RECORDS SHOWN:
=== Begin Enclosure ===

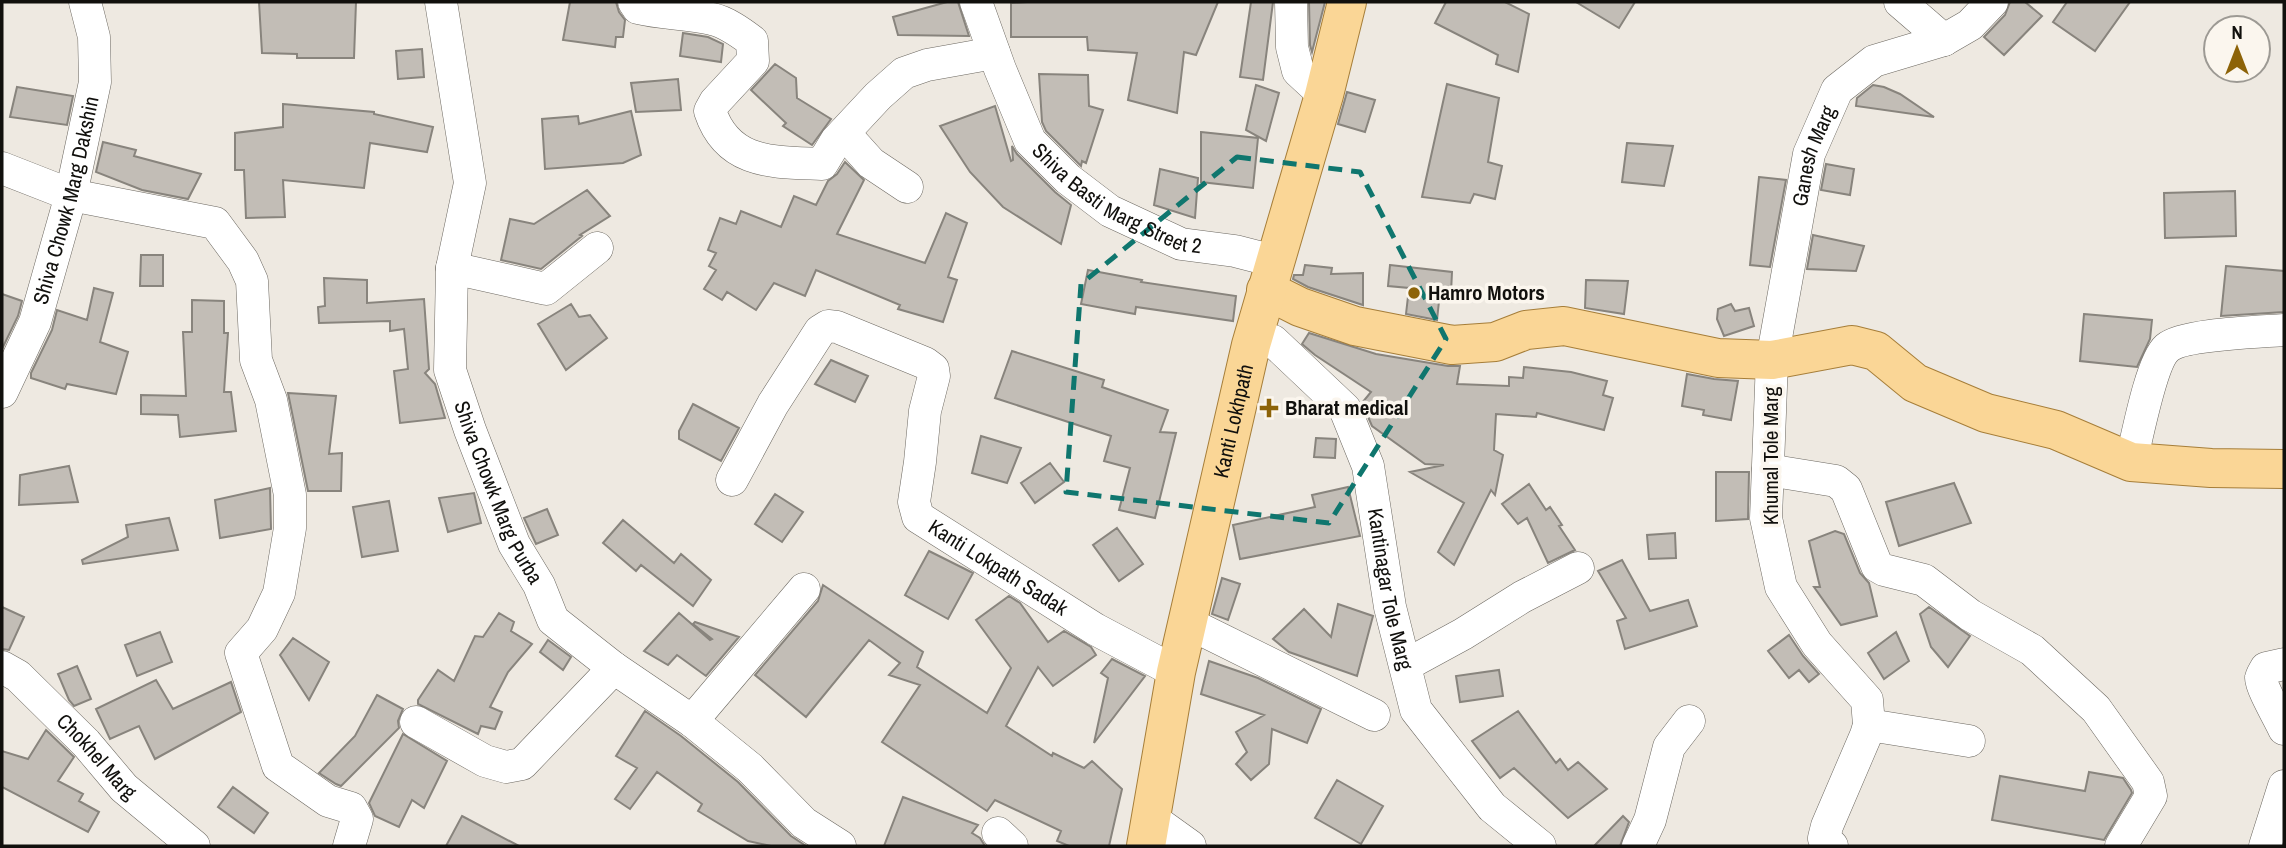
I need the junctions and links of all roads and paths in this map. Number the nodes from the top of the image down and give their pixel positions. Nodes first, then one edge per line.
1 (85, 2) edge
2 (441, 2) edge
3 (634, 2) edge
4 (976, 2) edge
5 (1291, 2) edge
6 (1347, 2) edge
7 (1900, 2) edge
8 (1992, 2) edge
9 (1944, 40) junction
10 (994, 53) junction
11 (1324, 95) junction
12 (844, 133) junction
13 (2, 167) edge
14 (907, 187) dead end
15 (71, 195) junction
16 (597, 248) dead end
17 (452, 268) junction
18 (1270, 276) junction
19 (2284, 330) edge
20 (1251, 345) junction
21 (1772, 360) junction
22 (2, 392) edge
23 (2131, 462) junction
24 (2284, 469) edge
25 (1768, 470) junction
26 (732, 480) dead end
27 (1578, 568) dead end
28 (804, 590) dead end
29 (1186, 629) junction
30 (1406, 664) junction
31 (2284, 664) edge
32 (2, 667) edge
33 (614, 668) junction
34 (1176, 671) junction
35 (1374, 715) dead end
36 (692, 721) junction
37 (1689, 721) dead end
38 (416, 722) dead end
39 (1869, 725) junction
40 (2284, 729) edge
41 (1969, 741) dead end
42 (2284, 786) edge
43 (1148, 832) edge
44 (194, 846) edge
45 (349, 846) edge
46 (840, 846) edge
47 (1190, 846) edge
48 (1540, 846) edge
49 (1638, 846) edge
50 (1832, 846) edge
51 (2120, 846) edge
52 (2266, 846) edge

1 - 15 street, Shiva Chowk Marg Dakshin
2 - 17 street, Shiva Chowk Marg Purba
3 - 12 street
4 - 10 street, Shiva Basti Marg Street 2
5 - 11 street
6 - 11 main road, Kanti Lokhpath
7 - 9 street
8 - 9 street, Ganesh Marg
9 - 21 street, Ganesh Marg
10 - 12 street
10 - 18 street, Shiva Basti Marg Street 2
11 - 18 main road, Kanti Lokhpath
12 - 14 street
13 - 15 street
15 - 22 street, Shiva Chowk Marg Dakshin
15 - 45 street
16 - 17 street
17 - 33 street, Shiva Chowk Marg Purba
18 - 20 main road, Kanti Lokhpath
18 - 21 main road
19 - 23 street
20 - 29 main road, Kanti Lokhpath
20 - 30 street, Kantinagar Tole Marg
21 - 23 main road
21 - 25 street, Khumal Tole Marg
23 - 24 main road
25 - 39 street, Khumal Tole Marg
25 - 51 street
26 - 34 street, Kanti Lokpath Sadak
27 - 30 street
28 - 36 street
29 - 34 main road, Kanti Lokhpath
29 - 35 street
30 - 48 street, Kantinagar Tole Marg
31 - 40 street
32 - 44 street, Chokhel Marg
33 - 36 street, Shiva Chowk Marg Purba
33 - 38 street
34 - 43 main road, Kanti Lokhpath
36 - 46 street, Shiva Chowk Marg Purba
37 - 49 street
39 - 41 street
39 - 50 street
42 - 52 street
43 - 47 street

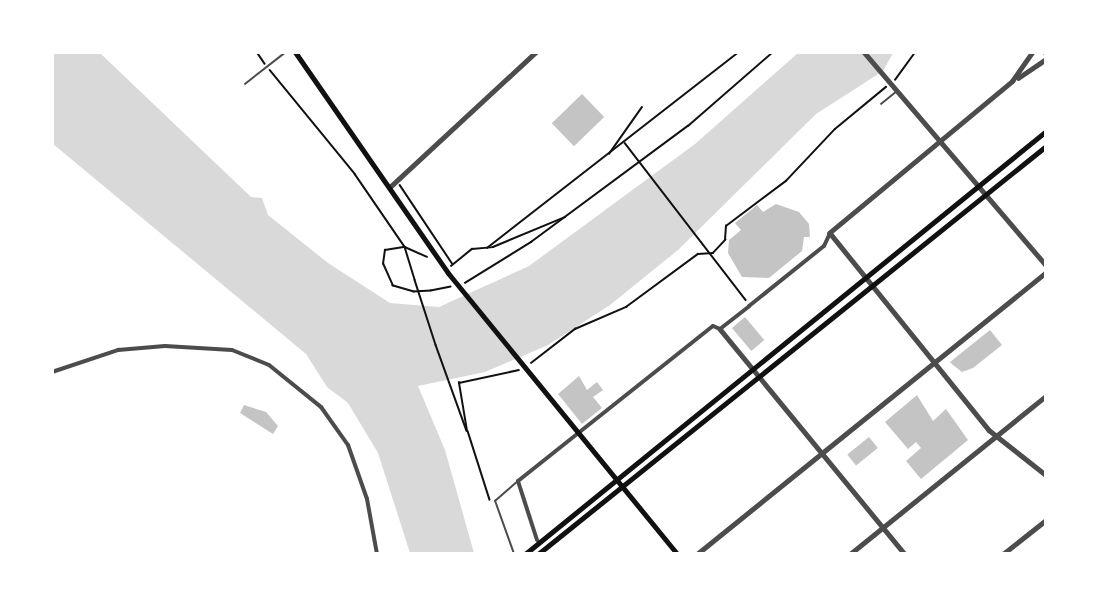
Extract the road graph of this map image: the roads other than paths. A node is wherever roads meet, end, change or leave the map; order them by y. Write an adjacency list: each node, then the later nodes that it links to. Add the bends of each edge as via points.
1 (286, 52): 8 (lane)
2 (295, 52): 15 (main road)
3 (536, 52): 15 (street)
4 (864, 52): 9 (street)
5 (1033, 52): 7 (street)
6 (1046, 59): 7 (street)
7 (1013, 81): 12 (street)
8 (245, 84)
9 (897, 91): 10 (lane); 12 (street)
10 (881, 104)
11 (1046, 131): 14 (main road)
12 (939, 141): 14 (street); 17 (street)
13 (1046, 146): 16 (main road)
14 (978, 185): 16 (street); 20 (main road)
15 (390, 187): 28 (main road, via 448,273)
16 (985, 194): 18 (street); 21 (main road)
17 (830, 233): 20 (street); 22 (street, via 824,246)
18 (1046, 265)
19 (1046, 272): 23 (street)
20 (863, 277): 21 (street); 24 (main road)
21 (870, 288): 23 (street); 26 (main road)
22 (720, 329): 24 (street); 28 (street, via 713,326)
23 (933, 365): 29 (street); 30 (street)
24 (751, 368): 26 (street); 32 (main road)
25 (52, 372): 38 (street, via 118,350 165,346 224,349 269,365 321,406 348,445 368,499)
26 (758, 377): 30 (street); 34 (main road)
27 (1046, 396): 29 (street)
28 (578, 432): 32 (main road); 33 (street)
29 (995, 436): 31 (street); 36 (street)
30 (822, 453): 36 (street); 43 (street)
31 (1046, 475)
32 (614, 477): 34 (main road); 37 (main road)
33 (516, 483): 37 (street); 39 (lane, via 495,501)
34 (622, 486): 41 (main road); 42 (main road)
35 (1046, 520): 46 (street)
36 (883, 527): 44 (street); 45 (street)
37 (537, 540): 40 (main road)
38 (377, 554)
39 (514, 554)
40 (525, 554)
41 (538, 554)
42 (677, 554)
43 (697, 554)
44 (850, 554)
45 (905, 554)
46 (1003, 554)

=== End Enclosure ===
=== Begin Enclosure ===

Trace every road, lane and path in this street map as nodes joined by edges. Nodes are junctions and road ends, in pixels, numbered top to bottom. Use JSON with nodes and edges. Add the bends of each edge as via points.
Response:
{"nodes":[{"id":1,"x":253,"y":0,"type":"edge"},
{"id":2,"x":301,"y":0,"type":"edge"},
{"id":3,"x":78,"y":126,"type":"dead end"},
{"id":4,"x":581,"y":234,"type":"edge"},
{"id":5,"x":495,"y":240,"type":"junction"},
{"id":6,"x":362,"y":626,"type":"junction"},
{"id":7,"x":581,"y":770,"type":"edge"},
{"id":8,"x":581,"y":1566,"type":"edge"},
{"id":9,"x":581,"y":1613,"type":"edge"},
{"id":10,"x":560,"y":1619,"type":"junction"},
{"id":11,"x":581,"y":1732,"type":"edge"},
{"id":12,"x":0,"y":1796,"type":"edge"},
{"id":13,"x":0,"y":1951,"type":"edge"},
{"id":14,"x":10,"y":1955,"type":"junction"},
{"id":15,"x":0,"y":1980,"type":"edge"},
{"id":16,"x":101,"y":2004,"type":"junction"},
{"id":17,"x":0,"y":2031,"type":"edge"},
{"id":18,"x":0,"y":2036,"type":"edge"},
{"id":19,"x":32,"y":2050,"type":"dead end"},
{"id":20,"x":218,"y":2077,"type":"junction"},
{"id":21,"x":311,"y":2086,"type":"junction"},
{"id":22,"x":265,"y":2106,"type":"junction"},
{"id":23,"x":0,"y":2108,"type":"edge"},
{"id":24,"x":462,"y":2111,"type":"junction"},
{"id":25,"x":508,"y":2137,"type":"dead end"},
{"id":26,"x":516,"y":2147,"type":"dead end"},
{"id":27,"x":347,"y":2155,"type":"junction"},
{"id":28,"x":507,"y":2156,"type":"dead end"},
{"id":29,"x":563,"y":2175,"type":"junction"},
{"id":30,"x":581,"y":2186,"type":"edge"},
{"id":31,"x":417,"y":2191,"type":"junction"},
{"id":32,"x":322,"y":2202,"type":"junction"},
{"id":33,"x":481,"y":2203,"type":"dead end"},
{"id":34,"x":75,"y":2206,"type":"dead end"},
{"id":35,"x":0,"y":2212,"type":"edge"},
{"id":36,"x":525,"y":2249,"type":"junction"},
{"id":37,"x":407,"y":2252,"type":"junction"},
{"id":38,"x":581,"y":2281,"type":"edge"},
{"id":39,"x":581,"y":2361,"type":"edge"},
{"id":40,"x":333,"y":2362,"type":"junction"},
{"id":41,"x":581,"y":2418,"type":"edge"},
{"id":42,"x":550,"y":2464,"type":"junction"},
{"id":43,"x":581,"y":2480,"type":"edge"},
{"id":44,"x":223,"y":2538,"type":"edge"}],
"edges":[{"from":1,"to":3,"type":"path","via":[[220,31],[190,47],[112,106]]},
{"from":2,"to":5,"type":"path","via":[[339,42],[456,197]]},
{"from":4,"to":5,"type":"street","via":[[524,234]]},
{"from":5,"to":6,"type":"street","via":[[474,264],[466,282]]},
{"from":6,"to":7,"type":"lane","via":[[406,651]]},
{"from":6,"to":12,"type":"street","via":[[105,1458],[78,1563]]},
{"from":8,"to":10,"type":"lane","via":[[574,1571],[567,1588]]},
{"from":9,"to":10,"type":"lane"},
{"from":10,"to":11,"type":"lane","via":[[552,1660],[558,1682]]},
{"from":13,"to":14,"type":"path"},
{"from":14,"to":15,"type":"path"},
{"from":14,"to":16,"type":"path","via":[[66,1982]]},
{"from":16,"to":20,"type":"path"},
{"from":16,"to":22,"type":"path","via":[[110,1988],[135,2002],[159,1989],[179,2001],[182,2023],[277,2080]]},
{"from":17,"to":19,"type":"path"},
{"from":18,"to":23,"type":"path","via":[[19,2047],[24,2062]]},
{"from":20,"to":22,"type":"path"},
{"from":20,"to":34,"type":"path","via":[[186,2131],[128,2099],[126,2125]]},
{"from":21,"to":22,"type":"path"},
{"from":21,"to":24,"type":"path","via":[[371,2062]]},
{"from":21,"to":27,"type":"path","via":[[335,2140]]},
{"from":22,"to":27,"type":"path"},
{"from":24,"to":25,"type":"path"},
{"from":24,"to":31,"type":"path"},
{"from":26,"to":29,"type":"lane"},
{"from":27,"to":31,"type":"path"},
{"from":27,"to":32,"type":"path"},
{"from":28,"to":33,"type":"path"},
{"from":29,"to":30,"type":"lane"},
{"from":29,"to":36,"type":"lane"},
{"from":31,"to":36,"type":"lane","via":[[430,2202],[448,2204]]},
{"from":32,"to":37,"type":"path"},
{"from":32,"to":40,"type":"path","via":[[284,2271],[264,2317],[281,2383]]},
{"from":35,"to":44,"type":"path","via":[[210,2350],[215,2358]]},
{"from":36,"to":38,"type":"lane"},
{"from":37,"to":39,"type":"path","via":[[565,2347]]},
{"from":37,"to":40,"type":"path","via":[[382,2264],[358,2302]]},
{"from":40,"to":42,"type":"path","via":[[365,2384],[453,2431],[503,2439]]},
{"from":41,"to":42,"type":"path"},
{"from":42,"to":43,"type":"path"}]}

=== End Enclosure ===

Show all lines above holding "roads".

I need the junctions and links of all roads and paths in this map. Number the nodes from the top of the image down and give their pixel positions. Nodes first, then one edge per line.
Extract the road graph of this map image: the roads other than paths. A node is wherever roads meet, end, change or leave the map; order them by y. Write an adjacency list: each node, then the later nodes that it links to. Add the bends of each edge as via points.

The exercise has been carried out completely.